(THE RECORDS Opens)

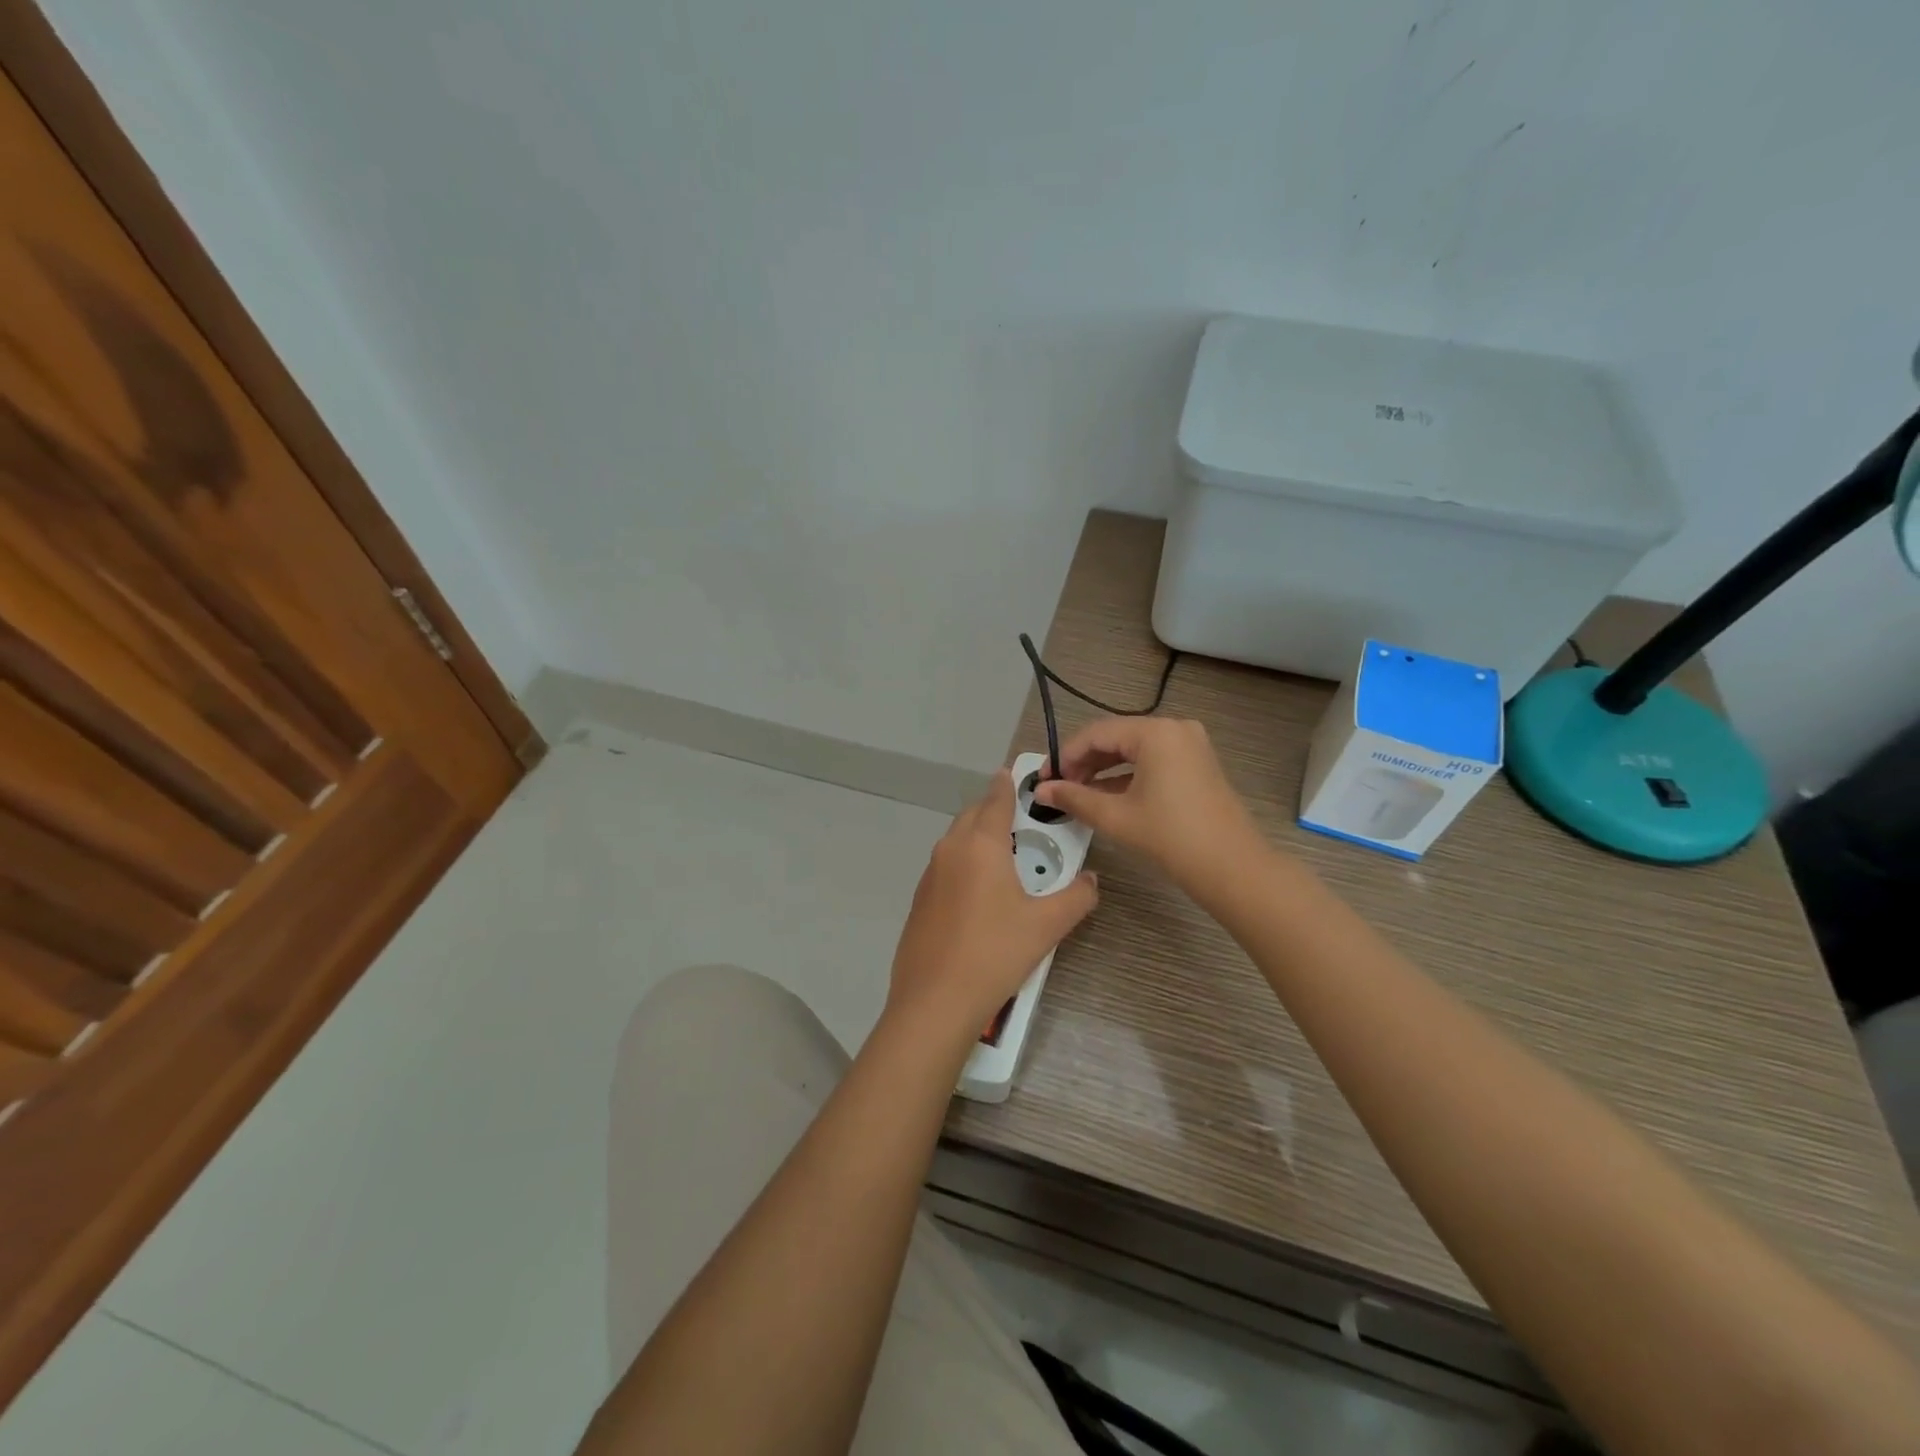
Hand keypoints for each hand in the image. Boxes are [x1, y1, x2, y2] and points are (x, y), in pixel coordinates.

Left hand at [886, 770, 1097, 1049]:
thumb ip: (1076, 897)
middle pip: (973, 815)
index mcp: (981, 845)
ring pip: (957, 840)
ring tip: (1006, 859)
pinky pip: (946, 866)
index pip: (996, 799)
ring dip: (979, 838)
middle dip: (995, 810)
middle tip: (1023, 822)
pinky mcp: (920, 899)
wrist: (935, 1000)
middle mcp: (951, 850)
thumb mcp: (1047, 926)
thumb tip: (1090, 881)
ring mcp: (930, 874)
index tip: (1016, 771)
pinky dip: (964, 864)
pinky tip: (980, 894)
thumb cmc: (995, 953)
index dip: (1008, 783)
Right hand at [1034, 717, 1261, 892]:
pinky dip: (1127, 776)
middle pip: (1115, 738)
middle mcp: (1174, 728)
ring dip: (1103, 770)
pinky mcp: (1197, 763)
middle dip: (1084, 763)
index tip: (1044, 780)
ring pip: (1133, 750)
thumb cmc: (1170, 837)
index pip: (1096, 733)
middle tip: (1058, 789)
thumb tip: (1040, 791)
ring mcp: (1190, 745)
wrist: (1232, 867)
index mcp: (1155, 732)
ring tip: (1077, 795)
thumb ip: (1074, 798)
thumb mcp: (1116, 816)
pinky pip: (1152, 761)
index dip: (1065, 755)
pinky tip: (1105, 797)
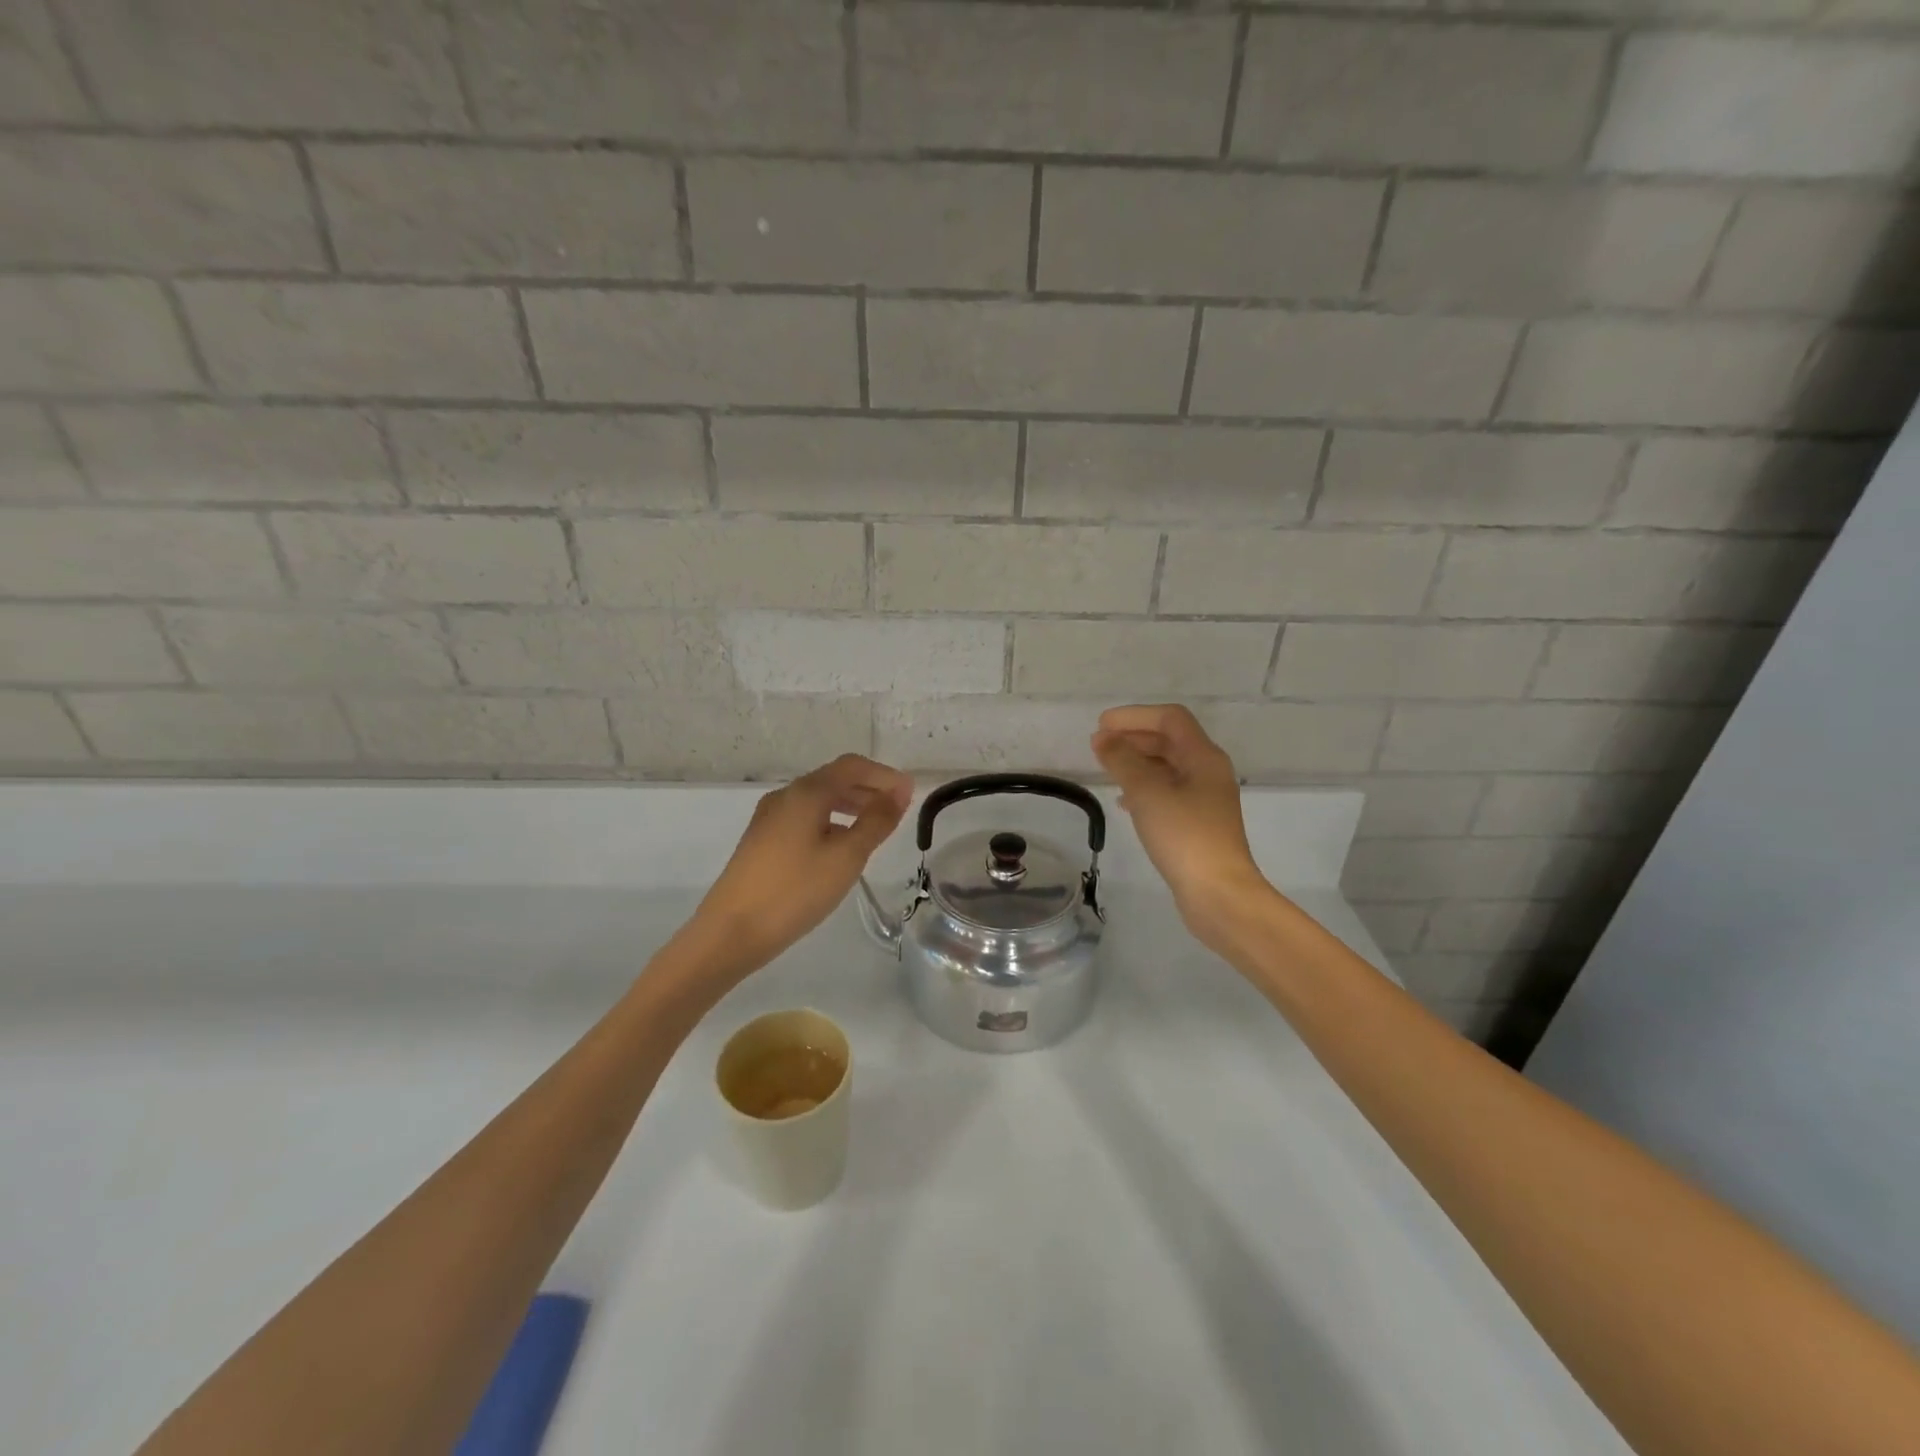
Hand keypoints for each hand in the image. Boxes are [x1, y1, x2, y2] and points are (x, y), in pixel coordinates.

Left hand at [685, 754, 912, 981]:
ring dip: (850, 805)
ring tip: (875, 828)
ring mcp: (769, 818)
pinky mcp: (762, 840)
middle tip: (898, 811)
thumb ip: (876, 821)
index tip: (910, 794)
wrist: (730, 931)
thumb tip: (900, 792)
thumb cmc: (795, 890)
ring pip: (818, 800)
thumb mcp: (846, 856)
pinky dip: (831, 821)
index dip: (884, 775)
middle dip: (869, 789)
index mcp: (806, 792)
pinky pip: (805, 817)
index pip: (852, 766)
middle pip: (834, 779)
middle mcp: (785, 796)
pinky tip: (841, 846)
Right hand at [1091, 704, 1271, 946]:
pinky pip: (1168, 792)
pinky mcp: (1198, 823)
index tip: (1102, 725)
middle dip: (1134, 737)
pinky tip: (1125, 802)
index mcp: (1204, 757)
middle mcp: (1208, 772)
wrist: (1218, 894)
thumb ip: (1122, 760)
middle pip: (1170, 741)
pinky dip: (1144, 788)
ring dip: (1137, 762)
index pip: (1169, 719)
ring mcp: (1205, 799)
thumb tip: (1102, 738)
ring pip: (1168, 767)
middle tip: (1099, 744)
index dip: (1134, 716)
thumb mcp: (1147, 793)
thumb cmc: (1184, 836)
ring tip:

(THE RECORDS Closes)

**THE TASK:**
Word for word and without any pictures, return all of the lines above.

**SOLUTION TO THIS PROBLEM:**
Hand keypoints for each hand in the image. Boxes are [x1, y1, x2, y2] and points are (x, y), in pixel coordinates.

Left hand at [886, 770, 1097, 1049]:
thumb ip: (1076, 897)
middle pip: (973, 815)
index mcp: (981, 845)
ring pip: (957, 840)
ring tip: (1006, 859)
pinky pip: (946, 866)
index pip: (996, 799)
ring dip: (979, 838)
middle dip: (995, 810)
middle tip: (1023, 822)
pinky mcp: (920, 899)
wrist: (935, 1000)
middle mcp: (951, 850)
thumb mcp: (1047, 926)
thumb tip: (1090, 881)
ring mcp: (930, 874)
index tip: (1016, 771)
pinky dip: (964, 864)
pinky tip: (980, 894)
thumb cmc: (995, 953)
index dip: (1008, 783)
Right hand at [1034, 717, 1261, 892]:
pinky dip: (1127, 776)
middle pip: (1115, 738)
middle mcp: (1174, 728)
ring dip: (1103, 770)
pinky mcp: (1197, 763)
middle dip: (1084, 763)
index tip: (1044, 780)
ring pip: (1133, 750)
thumb cmc: (1170, 837)
index pip: (1096, 733)
middle tip: (1058, 789)
thumb tip: (1040, 791)
ring mcp: (1190, 745)
wrist: (1232, 867)
index mcp: (1155, 732)
ring tip: (1077, 795)
thumb ip: (1074, 798)
thumb mcp: (1116, 816)
pinky pip: (1152, 761)
index dip: (1065, 755)
pinky tip: (1105, 797)
Hand keypoints for each hand in the image. Boxes are [x1, y1, x2, y2] and points are (x, y), in pixel coordinates.

Left hand at [685, 754, 912, 981]:
ring dip: (850, 805)
ring tip: (875, 828)
ring mcp: (769, 818)
pinky mcp: (762, 840)
middle tip: (898, 811)
thumb ip: (876, 821)
index tip: (910, 794)
wrist: (730, 931)
thumb tip: (900, 792)
thumb cmc: (795, 890)
ring pip: (818, 800)
thumb mcp: (846, 856)
pinky dip: (831, 821)
index dip: (884, 775)
middle dip: (869, 789)
index mcp: (806, 792)
pinky pip: (805, 817)
index pip: (852, 766)
middle pip: (834, 779)
middle mcp: (785, 796)
pinky tip: (841, 846)
Right hand at [1091, 704, 1271, 946]:
pinky pip: (1168, 792)
pinky mcp: (1198, 823)
index tip: (1102, 725)
middle dip: (1134, 737)
pinky tip: (1125, 802)
index mcp: (1204, 757)
middle mcp: (1208, 772)
wrist: (1218, 894)
thumb ip: (1122, 760)
middle pip: (1170, 741)
pinky dip: (1144, 788)
ring dip: (1137, 762)
index pip: (1169, 719)
ring mcp: (1205, 799)
thumb tip: (1102, 738)
ring pip: (1168, 767)
middle tip: (1099, 744)
index dip: (1134, 716)
thumb mcp: (1147, 793)
thumb cmc: (1184, 836)
ring tip:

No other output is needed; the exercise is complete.